Find the word "Flores" in the listing. Copy out each line where it occurs.
--- START ---
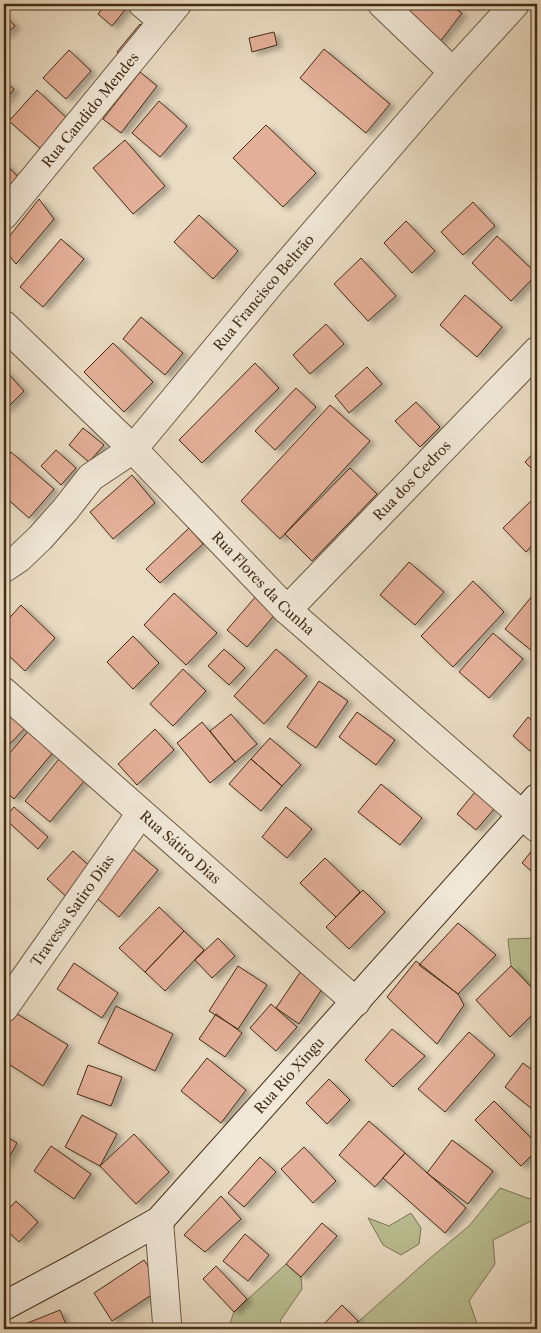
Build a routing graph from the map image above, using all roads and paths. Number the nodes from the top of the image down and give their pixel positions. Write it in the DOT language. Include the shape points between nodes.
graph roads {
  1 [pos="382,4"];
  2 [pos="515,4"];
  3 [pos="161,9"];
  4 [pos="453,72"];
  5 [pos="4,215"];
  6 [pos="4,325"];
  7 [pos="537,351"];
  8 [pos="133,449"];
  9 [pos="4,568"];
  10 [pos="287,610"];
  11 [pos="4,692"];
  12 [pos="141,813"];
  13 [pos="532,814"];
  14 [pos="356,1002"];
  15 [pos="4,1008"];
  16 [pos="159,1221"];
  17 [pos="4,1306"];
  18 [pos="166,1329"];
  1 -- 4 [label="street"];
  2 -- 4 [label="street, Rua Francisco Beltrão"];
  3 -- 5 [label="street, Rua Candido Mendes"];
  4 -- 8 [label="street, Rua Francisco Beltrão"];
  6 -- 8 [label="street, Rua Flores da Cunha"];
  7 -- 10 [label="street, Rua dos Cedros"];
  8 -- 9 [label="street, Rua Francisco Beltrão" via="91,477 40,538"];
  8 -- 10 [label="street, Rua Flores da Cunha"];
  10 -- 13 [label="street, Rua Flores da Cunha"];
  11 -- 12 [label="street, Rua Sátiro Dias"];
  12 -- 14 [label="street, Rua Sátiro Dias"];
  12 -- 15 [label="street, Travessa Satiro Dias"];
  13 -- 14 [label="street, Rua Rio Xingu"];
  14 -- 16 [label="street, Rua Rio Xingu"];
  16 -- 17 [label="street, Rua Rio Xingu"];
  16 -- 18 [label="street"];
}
--- END ---
### YOUR RESPONSE
  6 -- 8 [label="street, Rua Flores da Cunha"];
  8 -- 10 [label="street, Rua Flores da Cunha"];
  10 -- 13 [label="street, Rua Flores da Cunha"];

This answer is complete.